Red Tide Closure Lifted For Chatham Harbor
By: Alan Pollock
Shellfishermen prepare to leave the Chatham Fish Pier for a day’s harvesting. FILE PHOTO
CHATHAM – Having received encouraging test results from shellfish harvested there last week, town and state officials lifted the red tide shellfish ban for Chatham Harbor on Friday. The closure remains in effect for Pleasant Bay and its connected waterways, including Bassing Harbor, Crow’s Pond, Ryder’s Cove and Muddy Creek.
The reopening is key because Chatham Harbor has a commercially important set of mussels and is home to the flats where there is a set of softshell clams. By comparison, the closed areas of Pleasant Bay are less critical to commercial shellfishermen.
“It’s not a real frequently harvested area,” Shellfish Constable Renee Gagne said.
On April 2, routine testing of blue mussels showed elevated concentrations of the toxin that can cause red tide. Those and subsequent tests prompted officials to ban the harvesting of all shellfish species from all east-side waters, from Pleasant Bay to the southern reaches of Chatham Harbor. The red tide outbreak is believed to be the first in Chatham since around 2006. Shellfishing in the productive grounds west of Monomoy Island and elsewhere on the south side of town was not affected.

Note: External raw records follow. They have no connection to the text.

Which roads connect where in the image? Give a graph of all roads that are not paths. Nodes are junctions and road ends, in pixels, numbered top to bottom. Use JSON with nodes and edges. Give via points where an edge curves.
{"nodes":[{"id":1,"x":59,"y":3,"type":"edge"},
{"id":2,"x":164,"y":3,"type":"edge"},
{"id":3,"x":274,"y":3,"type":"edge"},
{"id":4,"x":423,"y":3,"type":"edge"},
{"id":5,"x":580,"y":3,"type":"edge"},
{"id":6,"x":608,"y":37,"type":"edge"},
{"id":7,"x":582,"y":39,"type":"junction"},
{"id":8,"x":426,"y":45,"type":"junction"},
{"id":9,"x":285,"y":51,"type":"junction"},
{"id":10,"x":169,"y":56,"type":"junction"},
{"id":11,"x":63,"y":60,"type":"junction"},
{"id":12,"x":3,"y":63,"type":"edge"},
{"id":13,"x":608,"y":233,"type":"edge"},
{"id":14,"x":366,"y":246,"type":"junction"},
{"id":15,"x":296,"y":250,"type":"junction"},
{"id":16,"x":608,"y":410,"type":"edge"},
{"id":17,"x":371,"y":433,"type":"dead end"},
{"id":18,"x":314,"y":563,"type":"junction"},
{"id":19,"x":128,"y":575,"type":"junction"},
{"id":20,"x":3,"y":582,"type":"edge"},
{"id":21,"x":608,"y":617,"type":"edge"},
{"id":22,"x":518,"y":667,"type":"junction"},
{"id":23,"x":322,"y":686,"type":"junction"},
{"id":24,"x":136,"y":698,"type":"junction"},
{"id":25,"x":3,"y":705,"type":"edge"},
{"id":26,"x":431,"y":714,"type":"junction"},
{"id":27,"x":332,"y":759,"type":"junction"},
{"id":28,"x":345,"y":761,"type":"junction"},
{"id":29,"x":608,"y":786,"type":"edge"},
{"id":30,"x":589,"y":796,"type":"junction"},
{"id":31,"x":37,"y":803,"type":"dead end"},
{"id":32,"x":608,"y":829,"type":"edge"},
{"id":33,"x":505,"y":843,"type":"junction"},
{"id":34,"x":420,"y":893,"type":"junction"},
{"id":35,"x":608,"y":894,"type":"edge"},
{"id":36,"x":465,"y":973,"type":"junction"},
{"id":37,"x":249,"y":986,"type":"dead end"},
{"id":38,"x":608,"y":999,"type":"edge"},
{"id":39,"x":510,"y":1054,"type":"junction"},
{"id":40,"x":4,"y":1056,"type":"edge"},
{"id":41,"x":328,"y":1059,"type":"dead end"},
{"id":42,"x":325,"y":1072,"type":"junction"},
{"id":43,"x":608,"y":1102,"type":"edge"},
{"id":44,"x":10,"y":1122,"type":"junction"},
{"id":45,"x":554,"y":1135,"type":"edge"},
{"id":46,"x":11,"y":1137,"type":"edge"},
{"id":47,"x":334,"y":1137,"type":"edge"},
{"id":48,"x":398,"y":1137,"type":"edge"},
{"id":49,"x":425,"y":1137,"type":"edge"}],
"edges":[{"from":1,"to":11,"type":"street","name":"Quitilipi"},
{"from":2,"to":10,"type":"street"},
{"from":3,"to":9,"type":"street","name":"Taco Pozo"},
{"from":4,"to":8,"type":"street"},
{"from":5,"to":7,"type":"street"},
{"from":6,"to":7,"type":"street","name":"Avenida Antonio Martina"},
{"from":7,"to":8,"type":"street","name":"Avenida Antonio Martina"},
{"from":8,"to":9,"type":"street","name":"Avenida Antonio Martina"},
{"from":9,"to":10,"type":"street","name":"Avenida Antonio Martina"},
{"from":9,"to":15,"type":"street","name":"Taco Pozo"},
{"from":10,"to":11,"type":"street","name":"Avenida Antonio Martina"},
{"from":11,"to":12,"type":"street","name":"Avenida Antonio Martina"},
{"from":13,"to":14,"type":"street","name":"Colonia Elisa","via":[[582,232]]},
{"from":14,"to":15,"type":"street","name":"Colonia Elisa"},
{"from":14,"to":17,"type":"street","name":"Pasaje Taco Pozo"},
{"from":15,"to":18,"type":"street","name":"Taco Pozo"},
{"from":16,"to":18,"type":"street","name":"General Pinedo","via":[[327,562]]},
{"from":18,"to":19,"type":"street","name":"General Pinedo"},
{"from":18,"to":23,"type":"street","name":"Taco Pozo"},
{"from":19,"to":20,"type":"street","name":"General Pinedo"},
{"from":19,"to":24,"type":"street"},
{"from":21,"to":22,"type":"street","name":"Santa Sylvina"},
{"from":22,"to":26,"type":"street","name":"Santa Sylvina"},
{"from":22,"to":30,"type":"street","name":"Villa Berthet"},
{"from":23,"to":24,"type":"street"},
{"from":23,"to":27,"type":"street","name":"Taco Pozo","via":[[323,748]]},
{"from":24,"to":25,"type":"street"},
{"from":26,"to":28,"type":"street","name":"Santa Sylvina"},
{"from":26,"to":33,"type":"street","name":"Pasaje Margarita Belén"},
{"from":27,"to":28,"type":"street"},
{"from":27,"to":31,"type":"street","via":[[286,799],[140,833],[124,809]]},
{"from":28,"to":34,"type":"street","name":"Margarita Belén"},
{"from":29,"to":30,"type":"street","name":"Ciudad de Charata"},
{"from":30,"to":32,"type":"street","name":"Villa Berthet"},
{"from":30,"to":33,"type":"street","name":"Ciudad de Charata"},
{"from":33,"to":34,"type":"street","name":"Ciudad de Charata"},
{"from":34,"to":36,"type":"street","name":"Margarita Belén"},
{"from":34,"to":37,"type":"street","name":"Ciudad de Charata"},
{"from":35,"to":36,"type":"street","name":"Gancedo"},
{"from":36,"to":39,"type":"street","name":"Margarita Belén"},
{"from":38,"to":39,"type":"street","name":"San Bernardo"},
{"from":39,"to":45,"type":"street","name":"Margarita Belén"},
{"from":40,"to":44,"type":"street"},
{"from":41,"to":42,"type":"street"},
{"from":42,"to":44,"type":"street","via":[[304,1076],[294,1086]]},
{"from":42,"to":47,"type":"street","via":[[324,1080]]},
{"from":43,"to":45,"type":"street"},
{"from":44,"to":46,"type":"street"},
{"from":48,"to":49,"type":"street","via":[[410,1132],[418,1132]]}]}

On Tuesday, Gagne said the news is generally encouraging. Concentrations of paralytic shellfish poisoning (PSP) toxin remained below the legal limit in both the north and south sectors of Chatham Harbor, allowing the red tide ban to be lifted Friday at sunrise. There was also good news In Pleasant Bay, with shellfish harvested near Jackknife Beach.
“They actually were under the threshold last week,” she said. Additional samples were sent this week and the results were pending. If those and a third week’s tests continue to show a downward trend in PSP concentrations, officials can consider lifting the ban.
For now, shellfishing for all species except carnivorous snails is prohibited north and west of a line from Minister’s Point to the southern point of Strong Island, and from Strong Island to the Orleans town line. Chatham’s portion of North (Nauset) Beach is open to shellfishing, Gagne said.
What remains to be seen is whether Chatham’s outbreak is a rarity, or whether the spores created by the red tide algae will remain in the area to cause future outbreaks, as they have done in parts of the Nauset Estuary in Eastham.
“We’re hoping this is just a one-year event,” Gagne said.
So-named because severe outbreaks can cause a reddish tinge to the water, red tide involves naturally occurring microscopic algae that create the neurotoxins that cause paralytic shellfish poisoning. The algae creates cysts that can lie dormant in bottom sediment until environmental conditions are right, triggering an outbreak. As filter feeders, shellfish can develop a concentration of toxins in their tissue, which can be dangerous or fatal if eaten.
During the closure, restaurants and fish markets have carried shellfish safely harvested from open areas.